(Source records)
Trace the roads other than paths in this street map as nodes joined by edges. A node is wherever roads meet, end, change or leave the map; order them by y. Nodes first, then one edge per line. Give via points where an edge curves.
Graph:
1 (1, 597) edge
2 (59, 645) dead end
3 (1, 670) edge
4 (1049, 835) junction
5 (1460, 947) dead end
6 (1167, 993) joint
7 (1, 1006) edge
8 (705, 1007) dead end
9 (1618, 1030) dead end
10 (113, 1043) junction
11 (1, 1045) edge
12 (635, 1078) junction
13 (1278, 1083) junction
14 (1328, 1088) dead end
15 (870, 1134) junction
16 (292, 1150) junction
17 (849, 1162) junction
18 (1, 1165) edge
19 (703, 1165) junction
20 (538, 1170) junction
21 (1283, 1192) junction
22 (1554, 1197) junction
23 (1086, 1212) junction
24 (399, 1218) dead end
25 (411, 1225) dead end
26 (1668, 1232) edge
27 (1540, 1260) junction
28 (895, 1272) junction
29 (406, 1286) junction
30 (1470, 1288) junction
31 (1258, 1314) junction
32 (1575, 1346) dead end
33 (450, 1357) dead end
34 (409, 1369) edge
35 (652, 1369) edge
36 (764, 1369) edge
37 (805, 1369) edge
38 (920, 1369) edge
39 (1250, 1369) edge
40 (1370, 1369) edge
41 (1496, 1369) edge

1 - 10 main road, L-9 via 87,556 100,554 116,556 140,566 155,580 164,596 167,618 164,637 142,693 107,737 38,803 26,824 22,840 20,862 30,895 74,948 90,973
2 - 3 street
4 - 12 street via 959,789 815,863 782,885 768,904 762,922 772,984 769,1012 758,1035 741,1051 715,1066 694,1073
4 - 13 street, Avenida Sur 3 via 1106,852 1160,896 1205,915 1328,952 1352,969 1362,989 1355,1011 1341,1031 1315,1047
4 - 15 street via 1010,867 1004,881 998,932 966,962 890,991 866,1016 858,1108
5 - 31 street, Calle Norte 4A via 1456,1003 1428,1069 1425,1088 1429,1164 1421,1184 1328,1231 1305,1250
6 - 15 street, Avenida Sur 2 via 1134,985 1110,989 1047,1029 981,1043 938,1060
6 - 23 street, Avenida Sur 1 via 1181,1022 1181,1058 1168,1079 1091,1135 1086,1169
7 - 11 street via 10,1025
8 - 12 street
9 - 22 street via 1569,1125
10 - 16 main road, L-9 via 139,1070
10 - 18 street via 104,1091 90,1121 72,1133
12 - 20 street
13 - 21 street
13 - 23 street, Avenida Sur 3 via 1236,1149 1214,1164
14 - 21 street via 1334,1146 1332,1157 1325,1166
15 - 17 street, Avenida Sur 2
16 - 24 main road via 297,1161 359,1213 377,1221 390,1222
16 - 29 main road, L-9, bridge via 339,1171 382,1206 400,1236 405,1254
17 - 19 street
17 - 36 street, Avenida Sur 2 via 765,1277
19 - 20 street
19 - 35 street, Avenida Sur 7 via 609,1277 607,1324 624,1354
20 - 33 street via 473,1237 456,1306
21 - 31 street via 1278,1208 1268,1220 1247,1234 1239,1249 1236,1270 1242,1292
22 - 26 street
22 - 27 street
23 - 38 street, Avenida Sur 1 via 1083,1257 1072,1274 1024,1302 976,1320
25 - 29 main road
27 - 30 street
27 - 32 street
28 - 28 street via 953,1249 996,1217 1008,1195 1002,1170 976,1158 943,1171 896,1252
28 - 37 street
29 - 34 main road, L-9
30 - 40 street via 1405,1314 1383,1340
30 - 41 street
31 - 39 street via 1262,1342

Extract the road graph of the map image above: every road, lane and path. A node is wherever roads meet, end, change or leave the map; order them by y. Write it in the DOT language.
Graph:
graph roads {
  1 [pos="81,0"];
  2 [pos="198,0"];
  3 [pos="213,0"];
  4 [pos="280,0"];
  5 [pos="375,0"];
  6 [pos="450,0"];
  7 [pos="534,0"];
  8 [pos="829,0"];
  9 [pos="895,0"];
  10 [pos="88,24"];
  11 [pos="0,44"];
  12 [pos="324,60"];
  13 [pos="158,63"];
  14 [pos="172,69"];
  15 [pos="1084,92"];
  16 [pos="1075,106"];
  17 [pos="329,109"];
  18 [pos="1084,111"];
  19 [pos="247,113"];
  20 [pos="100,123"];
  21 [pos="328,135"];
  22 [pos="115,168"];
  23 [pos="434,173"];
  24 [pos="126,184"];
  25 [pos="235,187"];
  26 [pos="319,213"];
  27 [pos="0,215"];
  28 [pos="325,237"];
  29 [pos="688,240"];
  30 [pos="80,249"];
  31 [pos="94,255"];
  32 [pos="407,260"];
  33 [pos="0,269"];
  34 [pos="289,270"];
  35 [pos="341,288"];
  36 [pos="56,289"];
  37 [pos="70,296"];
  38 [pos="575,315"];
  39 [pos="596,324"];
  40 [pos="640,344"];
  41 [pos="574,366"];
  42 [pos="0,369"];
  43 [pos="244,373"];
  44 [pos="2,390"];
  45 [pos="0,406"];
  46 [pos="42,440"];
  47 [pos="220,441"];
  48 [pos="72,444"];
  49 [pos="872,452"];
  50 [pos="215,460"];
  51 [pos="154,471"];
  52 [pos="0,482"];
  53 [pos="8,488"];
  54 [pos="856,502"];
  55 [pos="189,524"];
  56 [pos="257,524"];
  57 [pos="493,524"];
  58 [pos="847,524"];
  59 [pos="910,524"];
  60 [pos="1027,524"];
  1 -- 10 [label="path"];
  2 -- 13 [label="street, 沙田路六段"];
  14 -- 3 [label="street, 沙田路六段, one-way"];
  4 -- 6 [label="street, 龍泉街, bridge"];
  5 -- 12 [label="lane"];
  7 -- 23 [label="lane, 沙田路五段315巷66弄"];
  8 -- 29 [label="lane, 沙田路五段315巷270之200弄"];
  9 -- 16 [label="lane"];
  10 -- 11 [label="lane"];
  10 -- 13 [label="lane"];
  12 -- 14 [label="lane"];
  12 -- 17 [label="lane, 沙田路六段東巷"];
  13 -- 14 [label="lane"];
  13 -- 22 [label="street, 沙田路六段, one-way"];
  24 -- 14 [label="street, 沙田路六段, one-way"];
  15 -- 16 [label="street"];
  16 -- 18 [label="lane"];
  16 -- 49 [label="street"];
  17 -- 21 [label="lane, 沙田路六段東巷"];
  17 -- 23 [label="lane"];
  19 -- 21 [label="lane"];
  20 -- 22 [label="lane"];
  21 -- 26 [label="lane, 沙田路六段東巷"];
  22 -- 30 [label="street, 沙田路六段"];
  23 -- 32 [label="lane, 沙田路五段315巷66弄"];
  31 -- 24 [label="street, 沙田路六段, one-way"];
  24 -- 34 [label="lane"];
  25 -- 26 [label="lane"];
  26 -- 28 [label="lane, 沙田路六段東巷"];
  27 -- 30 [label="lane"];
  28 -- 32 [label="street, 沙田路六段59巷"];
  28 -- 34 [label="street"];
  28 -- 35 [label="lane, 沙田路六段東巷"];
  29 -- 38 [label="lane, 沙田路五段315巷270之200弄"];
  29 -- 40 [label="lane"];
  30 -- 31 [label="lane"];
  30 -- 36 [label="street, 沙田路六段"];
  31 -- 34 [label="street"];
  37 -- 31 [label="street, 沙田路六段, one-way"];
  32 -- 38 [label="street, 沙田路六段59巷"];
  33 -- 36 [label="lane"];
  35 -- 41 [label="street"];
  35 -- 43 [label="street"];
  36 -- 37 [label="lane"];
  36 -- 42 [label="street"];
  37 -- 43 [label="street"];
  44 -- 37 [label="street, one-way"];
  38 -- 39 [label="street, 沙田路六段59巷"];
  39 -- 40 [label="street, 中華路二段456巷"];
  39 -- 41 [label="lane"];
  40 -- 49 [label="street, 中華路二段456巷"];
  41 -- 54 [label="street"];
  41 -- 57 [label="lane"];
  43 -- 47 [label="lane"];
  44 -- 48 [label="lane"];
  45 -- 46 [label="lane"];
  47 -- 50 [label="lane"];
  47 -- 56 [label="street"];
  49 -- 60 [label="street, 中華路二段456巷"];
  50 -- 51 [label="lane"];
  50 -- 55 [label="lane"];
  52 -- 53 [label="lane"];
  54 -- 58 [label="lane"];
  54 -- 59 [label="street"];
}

→ Problem to work on:
Lines that contain "main" are to be copied from the records above.

→ Output:
1 - 10 main road, L-9 via 87,556 100,554 116,556 140,566 155,580 164,596 167,618 164,637 142,693 107,737 38,803 26,824 22,840 20,862 30,895 74,948 90,973
10 - 16 main road, L-9 via 139,1070
16 - 24 main road via 297,1161 359,1213 377,1221 390,1222
16 - 29 main road, L-9, bridge via 339,1171 382,1206 400,1236 405,1254
25 - 29 main road
29 - 34 main road, L-9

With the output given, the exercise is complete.